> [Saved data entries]
-- Opening Marker --

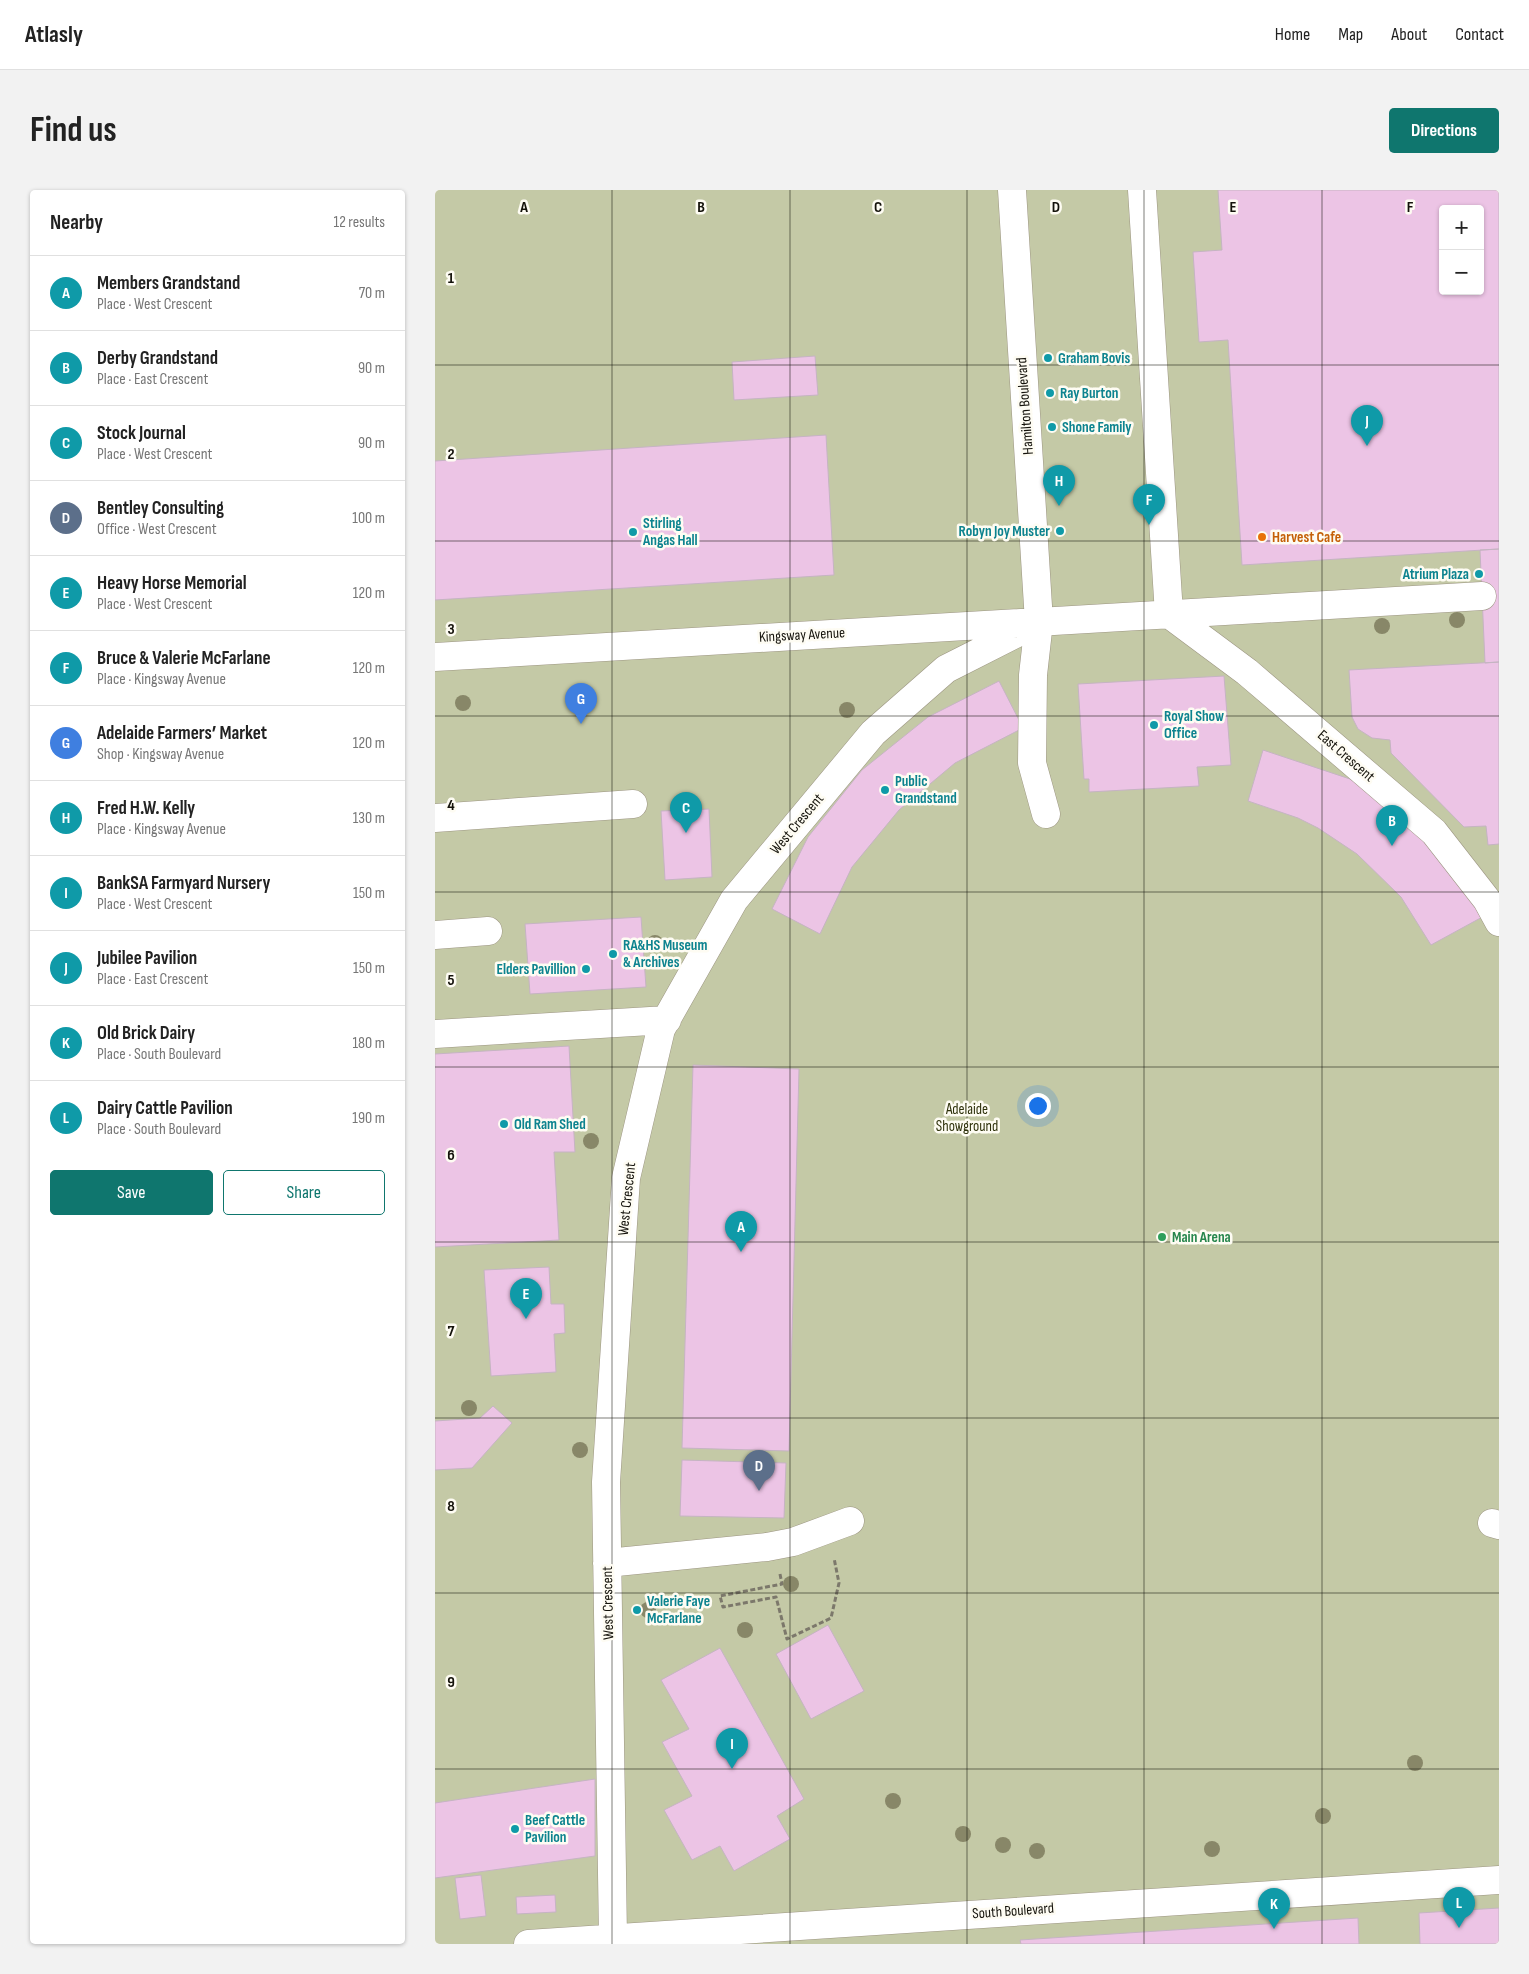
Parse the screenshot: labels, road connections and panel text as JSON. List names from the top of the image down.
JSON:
{
  "streets": {
    "street": [
      "Hamilton Boulevard",
      "Kingsway Avenue",
      "East Crescent",
      "West Crescent",
      "South Boulevard"
    ]
  },
  "crossings": [
    ["Hamilton Boulevard", "Kingsway Avenue"],
    ["Hamilton Boulevard", "West Crescent"],
    ["Kingsway Avenue", "East Crescent"],
    ["Kingsway Avenue", "West Crescent"],
    ["West Crescent", "South Boulevard"]
  ],
  "parks": ["Adelaide Showground"],
  "places": [
    "Graham Bovis",
    "Ray Burton",
    "Shone Family",
    "Robyn Joy Muster",
    "Stirling Angas Hall",
    "Harvest Cafe",
    "Atrium Plaza",
    "Royal Show Office",
    "Public Grandstand",
    "RA&HS Museum & Archives",
    "Elders Pavillion",
    "Old Ram Shed",
    "Main Arena",
    "Valerie Faye McFarlane",
    "Beef Cattle Pavilion"
  ],
  "page": {
    "header": "Atlasly",
    "nav": [
      "Home",
      "Map",
      "About",
      "Contact"
    ],
    "buttons": [
      "Directions",
      ["Save", "Share"]
    ],
    "title": "Find us",
    "heading": ["Nearby", "12 results"],
    "map_buttons": ["+", "−"],
    "list": [
      {
        "mark": "A",
        "name": "Members Grandstand",
        "note": "Place · West Crescent",
        "value": "70 m"
      },
      {
        "mark": "B",
        "name": "Derby Grandstand",
        "note": "Place · East Crescent",
        "value": "90 m"
      },
      {
        "mark": "C",
        "name": "Stock Journal",
        "note": "Place · West Crescent",
        "value": "90 m"
      },
      {
        "mark": "D",
        "name": "Bentley Consulting",
        "note": "Office · West Crescent",
        "value": "100 m"
      },
      {
        "mark": "E",
        "name": "Heavy Horse Memorial",
        "note": "Place · West Crescent",
        "value": "120 m"
      },
      {
        "mark": "F",
        "name": "Bruce & Valerie McFarlane",
        "note": "Place · Kingsway Avenue",
        "value": "120 m"
      },
      {
        "mark": "G",
        "name": "Adelaide Farmers’ Market",
        "note": "Shop · Kingsway Avenue",
        "value": "120 m"
      },
      {
        "mark": "H",
        "name": "Fred H.W. Kelly",
        "note": "Place · Kingsway Avenue",
        "value": "130 m"
      },
      {
        "mark": "I",
        "name": "BankSA Farmyard Nursery",
        "note": "Place · West Crescent",
        "value": "150 m"
      },
      {
        "mark": "J",
        "name": "Jubilee Pavilion",
        "note": "Place · East Crescent",
        "value": "150 m"
      },
      {
        "mark": "K",
        "name": "Old Brick Dairy",
        "note": "Place · South Boulevard",
        "value": "180 m"
      },
      {
        "mark": "L",
        "name": "Dairy Cattle Pavilion",
        "note": "Place · South Boulevard",
        "value": "190 m"
      }
    ],
    "pins": [
      "J",
      "H",
      "F",
      "G",
      "C",
      "B",
      "A",
      "E",
      "D",
      "I",
      "L",
      "K"
    ]
  },
  "grid": {
    "columns": [
      "A",
      "B",
      "C",
      "D",
      "E",
      "F"
    ],
    "rows": [
      "1",
      "2",
      "3",
      "4",
      "5",
      "6",
      "7",
      "8",
      "9"
    ]
  }
}
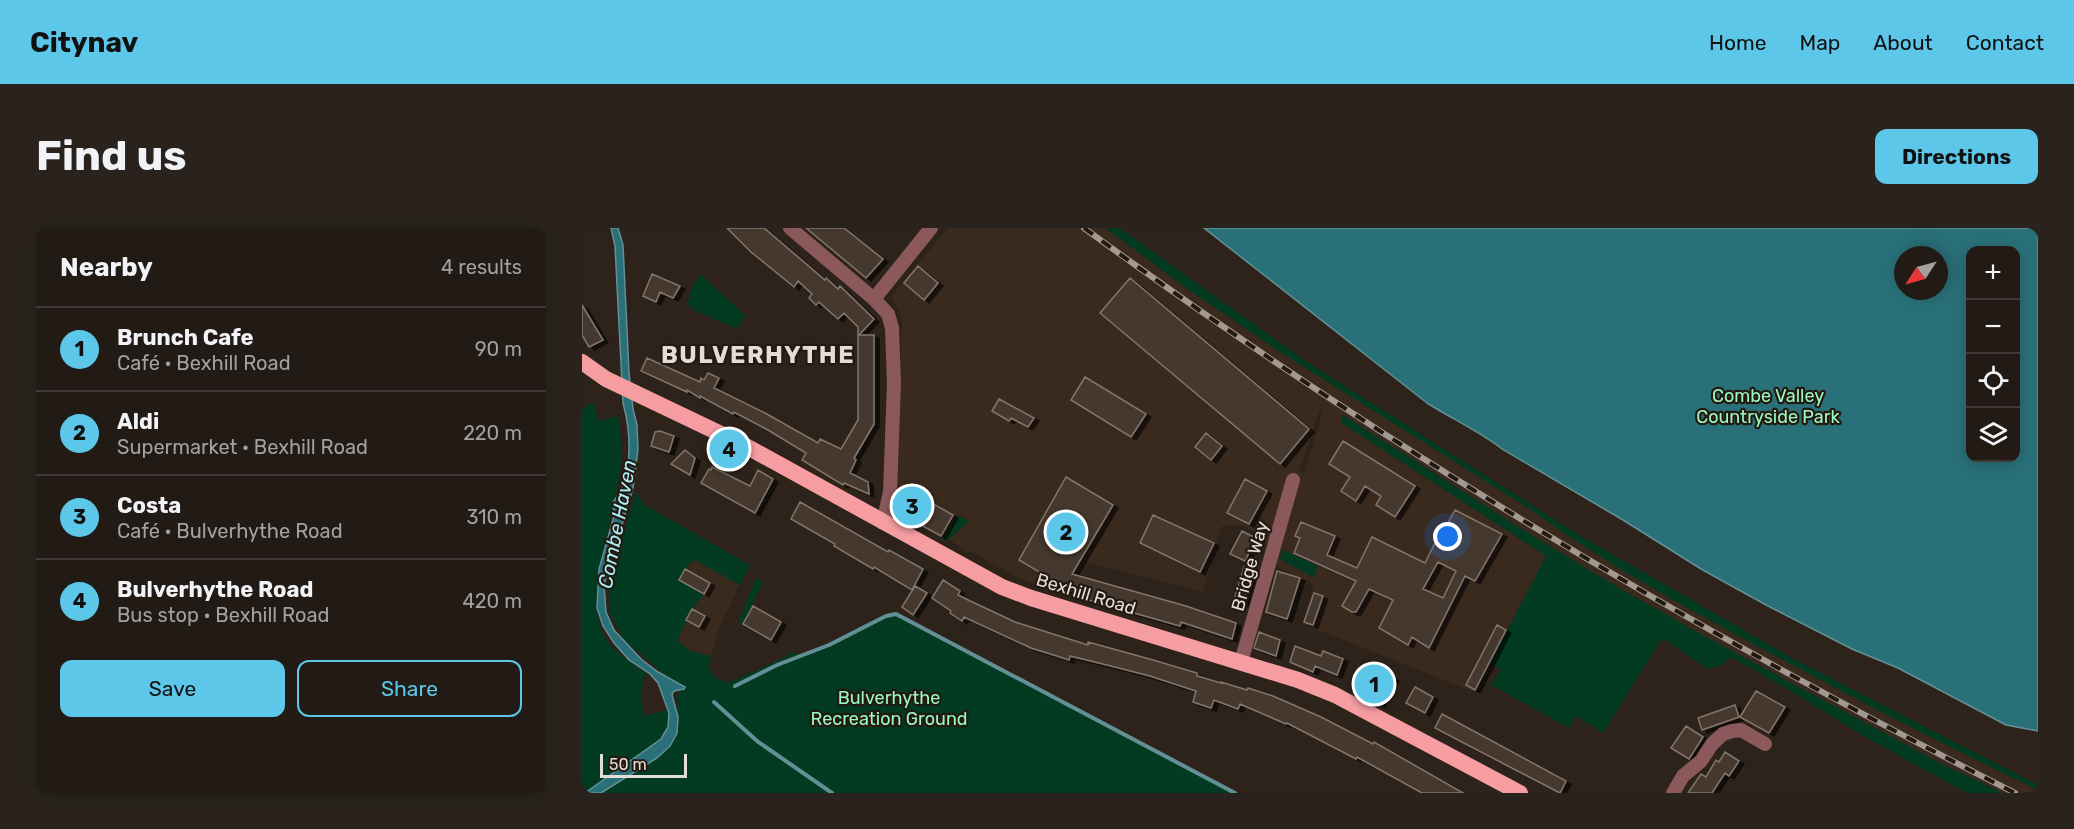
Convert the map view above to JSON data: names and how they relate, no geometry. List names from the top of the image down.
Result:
{
  "streets": {
    "highway": ["Bexhill Road"],
    "street": ["Bridge Way"]
  },
  "crossings": [
    ["Bridge Way", "Bexhill Road"]
  ],
  "districts": ["BULVERHYTHE"],
  "water": ["Combe Haven"],
  "parks": ["Combe Valley Countryside Park", "Bulverhythe Recreation Ground"],
  "scale_bar": "50 m",
  "north": "bottom left",
  "page": {
    "header": "Citynav",
    "nav": [
      "Home",
      "Map",
      "About",
      "Contact"
    ],
    "buttons": [
      "Directions",
      ["Save", "Share"]
    ],
    "title": "Find us",
    "heading": ["Nearby", "4 results"],
    "map_buttons": ["+", "−"],
    "list": [
      {
        "mark": "1",
        "name": "Brunch Cafe",
        "note": "Café · Bexhill Road",
        "value": "90 m"
      },
      {
        "mark": "2",
        "name": "Aldi",
        "note": "Supermarket · Bexhill Road",
        "value": "220 m"
      },
      {
        "mark": "3",
        "name": "Costa",
        "note": "Café · Bulverhythe Road",
        "value": "310 m"
      },
      {
        "mark": "4",
        "name": "Bulverhythe Road",
        "note": "Bus stop · Bexhill Road",
        "value": "420 m"
      }
    ],
    "pins": [
      "4",
      "3",
      "2",
      "1"
    ],
    "scale": "50 m"
  }
}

-- Closing Marker --

> [What the exercise asks] Pull out each line of the records holding the string "Hamilton".

> [Task answer]
      "Hamilton Boulevard",
    ["Hamilton Boulevard", "Kingsway Avenue"],
    ["Hamilton Boulevard", "West Crescent"],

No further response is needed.